The bread we stole was amazing, just out of the oven, still warm, with that smell of home that Aladdin and I had never really experienced was now vaguely in the palms of our hands. We were street rats; the lowest of the caste in India and we were orphans for practically our whole lives, there is not a time I can remember where we were not. You see, we had to steal the bread, we were yet in the stage of growing and we hadn’t eaten for days and days on end, you got to eat to live and you got to live to eat, the next thing we had to do was RUN! RUN FROM THE POPO! We escaped them, but Aladdin, being that guy, decided to be that guy again and gave our beauteous loaves of bread to some other orphan children after all of our hard work!
The next day when we were in the market, Aladdin started acting weird, as if he wanted to catch the eye of a lovely lady or something. Then… I saw her. I saw why Aladdin was acting so strangely. She was beautiful. Opposite to him, I knew why she was so heavenly looking, she was the sultan’s daughter, the princess. I did not tell him however; I was getting back at him for giving those unsanitary, obnoxious children our perfectly good, victoriously won bread. The Amiable Girl stole an apple, I mean I would expect something to that extent coming from her, always getting what she wants, when she wants. I just sat and giggled as I watched as the police threatened to cut off her hand because of her crime. Nevertheless, Mr. “I need to save the love of my life” could bear this sight no longer. He said he had been looking everywhere for her and she was very ill or something along those lines to the police. We repeated what we had done yesterday, run from the police, then into of all places Aladdin could have thought of, the abandoned building we called, “home” was the place to go.

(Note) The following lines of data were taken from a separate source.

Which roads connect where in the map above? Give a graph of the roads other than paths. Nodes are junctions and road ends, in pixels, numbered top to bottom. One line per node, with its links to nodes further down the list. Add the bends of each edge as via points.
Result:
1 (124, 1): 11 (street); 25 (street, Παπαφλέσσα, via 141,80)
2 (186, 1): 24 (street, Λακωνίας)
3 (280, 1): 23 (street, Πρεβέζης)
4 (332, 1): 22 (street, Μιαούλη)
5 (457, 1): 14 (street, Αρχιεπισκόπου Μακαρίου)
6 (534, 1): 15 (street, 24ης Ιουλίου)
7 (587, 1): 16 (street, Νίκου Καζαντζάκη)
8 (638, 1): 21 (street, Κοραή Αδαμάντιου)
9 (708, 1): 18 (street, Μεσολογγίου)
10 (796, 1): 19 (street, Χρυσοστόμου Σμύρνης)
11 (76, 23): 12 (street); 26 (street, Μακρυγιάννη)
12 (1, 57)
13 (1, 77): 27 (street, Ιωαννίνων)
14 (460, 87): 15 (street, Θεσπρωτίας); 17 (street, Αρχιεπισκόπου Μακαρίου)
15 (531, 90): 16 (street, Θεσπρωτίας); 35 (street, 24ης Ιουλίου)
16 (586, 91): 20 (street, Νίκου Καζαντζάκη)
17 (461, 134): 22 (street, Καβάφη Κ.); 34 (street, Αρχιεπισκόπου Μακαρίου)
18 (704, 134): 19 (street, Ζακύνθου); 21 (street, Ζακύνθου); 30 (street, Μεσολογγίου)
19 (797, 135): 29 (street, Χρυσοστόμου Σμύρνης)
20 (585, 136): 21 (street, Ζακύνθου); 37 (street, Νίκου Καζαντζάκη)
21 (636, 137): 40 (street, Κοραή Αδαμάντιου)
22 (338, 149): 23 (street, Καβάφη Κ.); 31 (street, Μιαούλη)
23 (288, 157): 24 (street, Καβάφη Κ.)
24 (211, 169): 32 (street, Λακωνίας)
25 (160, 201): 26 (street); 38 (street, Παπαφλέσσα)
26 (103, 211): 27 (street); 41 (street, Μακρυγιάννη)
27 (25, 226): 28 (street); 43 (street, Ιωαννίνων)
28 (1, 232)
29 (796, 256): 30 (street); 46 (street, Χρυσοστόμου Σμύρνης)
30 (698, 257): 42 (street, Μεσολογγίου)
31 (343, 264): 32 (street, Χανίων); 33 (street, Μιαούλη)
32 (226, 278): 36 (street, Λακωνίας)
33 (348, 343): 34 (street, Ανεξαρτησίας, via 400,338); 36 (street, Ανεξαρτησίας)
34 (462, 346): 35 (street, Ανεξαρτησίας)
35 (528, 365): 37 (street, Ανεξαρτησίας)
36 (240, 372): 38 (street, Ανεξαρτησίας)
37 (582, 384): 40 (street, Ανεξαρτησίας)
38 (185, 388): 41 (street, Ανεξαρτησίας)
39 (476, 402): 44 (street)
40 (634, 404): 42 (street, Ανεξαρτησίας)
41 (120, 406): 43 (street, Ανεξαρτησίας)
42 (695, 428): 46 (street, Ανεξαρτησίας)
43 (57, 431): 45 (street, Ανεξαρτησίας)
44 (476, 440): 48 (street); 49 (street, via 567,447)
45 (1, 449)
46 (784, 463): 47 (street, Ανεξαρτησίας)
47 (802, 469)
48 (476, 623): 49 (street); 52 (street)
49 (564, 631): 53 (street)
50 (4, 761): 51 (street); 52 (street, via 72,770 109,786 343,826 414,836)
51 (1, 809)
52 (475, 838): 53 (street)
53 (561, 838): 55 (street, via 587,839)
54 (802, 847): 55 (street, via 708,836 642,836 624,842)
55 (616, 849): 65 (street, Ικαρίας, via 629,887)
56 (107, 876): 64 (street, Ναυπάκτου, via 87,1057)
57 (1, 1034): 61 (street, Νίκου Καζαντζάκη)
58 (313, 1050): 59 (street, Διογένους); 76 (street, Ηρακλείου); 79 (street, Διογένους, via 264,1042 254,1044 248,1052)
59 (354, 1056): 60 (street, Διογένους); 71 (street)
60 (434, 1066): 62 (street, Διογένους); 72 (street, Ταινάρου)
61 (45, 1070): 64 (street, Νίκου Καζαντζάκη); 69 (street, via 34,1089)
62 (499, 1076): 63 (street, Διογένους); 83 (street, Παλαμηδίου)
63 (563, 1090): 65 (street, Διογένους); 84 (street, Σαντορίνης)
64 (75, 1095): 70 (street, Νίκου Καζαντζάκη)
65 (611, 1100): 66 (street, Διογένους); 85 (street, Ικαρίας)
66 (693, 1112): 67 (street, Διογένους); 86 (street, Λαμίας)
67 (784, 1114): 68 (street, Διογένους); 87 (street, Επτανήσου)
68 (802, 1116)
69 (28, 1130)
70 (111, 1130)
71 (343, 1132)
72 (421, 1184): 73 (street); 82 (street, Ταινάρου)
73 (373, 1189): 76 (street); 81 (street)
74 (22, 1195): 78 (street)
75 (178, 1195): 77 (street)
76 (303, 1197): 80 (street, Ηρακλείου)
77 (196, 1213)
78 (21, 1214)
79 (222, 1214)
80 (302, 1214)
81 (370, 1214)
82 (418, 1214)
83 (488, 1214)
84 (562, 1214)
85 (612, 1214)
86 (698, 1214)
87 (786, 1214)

The police captured Aladdin, and the Amiable Girl revealed who she was, Princess Jasmine. All except I was astonished to hear this. Of course, the police allowed the Amiable Girl to leave the scene back to the palace. Meanwhile, Aladdin was off to prison, where I; the miraculously loyal monkey I am, emancipated Aladdin, or in simpler words, unlocked his hands from the cuffs on the wall. Aladdin rubbed his wrists from the pain then we heard this piercing, high-pitched voice in a dark corner. It was some creepy old dude saying, ”Bwahahaha! LAMPS! Soon… MINE! BWEHE!” it took about twenty minutes until we could translate what was coming out of his elderly yapper. He was muttering words telling us about a sacred cave that had one lamp containing a genie that would grant three worldly desires.
Aladdin and I actually agreed to go with him. Inside the cave, there was gold, gems, and other rare earthy stones everywhere. When we were walking inside the cave, I had this paranoid feeling something was following us. I would take three paces then turn around…nothing, and so it repeated. We were nearly in this chamber-like section when I found what was behind us. I was right. It was a flying carpet! Aladdin did not seem to have that big of a deal with the carpet, Carpet, stalking behind us. My paranoia wore off, but Carpet still annoyed me.
Aladdin went to get that stupid lamp while I was cooped-up with trying to cuddle with a red ruby. I was unsuccessful with this since Carpet continuously tugged at my tail to not allow me, but since I hated Carpet, so much I desired to cuddle with the ruby even more. Carpet’s actions were correct, but not strong enough. I fought for freedom, I got the ruby, but then it melted. This happened because of what I did. I did not quite understand that we were not allowed to touch anything but the lamp. Then guess what happened? You will laugh at this, the cave began to collapse on Carpet, Aladdin, and I!